From deadlock conditions and resource allocation graphs, you know that deadlock requires four conditions — mutual exclusion, hold and wait, no preemption, and circular wait — and that a cycle in the resource allocation graph proves deadlock exists for single-instance resources. Deadlock detection and recovery is the strategy of letting deadlocks happen and then cleaning up, as opposed to preventing or avoiding them in advance.
The detection algorithm works by constructing and analyzing the wait-for graph, a simplified version of the resource allocation graph that shows only which processes are waiting for which other processes. For single-instance resource types, finding a cycle in this graph is sufficient to confirm deadlock. For multi-instance resource types, the detection algorithm is more involved: it simulates resource allocation using available resources, marking processes that could finish with what is currently free, then releasing their resources and repeating. Any process that cannot be marked by the end of this simulation is deadlocked.
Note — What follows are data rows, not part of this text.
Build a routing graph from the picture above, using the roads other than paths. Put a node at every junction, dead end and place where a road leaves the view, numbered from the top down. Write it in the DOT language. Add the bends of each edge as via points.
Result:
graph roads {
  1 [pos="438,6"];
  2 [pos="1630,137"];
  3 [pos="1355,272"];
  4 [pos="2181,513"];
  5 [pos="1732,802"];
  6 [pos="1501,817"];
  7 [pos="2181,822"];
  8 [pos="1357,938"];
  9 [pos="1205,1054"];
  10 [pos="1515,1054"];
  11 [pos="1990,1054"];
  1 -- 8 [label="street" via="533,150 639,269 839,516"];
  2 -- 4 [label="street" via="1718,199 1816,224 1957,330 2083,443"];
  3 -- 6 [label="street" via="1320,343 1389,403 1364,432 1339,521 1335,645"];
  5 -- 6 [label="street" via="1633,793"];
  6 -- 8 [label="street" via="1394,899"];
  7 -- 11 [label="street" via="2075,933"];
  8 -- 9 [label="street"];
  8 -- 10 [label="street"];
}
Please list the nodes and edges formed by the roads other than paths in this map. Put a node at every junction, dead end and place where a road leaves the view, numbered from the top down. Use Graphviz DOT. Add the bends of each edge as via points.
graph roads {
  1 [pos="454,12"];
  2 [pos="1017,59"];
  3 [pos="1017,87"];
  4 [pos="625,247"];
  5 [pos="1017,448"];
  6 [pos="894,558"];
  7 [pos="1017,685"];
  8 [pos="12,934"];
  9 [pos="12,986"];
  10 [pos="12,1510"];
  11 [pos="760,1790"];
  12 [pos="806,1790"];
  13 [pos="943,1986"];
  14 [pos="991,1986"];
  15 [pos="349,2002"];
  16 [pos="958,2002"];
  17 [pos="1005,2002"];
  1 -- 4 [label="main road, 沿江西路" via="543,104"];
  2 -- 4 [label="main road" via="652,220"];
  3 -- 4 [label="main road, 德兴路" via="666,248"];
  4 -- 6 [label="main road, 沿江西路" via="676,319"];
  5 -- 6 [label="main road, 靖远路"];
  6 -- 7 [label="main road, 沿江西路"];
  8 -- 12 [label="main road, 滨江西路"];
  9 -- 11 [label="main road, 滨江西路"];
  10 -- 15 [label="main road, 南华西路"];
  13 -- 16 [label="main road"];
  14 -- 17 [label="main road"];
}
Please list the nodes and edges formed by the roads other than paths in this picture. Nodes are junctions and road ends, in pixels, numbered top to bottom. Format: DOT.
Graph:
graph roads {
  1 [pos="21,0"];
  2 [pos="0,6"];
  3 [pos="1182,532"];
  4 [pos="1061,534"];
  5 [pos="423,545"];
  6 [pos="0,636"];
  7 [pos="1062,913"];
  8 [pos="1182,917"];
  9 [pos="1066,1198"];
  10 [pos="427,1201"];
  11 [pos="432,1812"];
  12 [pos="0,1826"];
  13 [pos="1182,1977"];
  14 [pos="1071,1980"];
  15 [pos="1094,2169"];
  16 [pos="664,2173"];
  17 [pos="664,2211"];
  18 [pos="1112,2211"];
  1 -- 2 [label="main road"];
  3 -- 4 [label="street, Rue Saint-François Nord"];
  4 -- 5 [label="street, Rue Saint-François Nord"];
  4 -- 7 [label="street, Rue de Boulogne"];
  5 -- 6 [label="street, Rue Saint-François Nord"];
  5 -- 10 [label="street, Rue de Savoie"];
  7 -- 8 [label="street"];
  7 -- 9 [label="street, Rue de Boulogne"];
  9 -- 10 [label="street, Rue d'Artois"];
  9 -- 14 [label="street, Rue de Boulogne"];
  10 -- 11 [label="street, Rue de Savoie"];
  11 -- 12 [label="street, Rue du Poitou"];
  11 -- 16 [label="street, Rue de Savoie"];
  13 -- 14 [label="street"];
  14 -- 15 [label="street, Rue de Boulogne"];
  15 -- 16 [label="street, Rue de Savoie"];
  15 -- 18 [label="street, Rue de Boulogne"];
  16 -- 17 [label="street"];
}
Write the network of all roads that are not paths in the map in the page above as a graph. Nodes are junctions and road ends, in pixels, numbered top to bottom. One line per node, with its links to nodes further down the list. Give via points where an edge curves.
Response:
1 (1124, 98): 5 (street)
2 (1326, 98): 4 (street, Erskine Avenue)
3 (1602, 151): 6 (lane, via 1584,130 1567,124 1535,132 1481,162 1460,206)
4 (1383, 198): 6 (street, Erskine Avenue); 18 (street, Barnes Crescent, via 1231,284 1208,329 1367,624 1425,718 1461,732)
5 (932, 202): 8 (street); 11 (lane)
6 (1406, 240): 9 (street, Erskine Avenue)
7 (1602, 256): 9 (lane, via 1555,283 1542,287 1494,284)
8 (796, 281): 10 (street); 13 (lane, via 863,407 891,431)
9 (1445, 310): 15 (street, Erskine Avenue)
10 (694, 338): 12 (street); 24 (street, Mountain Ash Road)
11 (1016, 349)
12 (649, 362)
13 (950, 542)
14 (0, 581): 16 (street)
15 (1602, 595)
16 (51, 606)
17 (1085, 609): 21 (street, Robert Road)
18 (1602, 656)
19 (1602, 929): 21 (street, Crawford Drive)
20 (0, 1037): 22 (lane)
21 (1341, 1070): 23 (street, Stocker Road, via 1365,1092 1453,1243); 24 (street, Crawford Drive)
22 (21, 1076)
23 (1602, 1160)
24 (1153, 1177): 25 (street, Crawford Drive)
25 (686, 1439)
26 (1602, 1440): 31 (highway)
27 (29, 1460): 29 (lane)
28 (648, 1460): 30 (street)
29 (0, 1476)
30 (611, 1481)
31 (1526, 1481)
This is essentially the same logic as the Banker's algorithm for avoidance, but run on current state rather than projected future state.
A critical design question is how often to run the detection algorithm. Running it after every resource request catches deadlocks immediately but adds overhead to every allocation. Running it periodically (say, every few minutes) or when resource utilization drops below a threshold reduces overhead but means deadlocked processes sit idle longer. The right frequency depends on how costly deadlocks are versus how costly detection is — in a system where deadlocks are rare, periodic detection is usually sufficient.
Once a deadlock is detected, the OS must break it. Process termination is the blunt approach: kill one or more deadlocked processes to release their resources. The OS can terminate all deadlocked processes at once (guaranteed to break the deadlock, but maximally destructive) or terminate them one at a time, re-running detection after each kill to see if the deadlock is resolved. Resource preemption is gentler: forcibly take a resource from one process and give it to another, rolling back the victim process to a safe state. This requires the ability to checkpoint and restore process state, which is not always feasible. In either case, the OS must choose a victim — typically the process with the lowest priority, the least accumulated computation, or the one holding the most resources. The detection-and-recovery approach is philosophically pragmatic: rather than constraining every allocation to prevent a rare event, it lets the system run freely and pays the recovery cost only when deadlock actually occurs.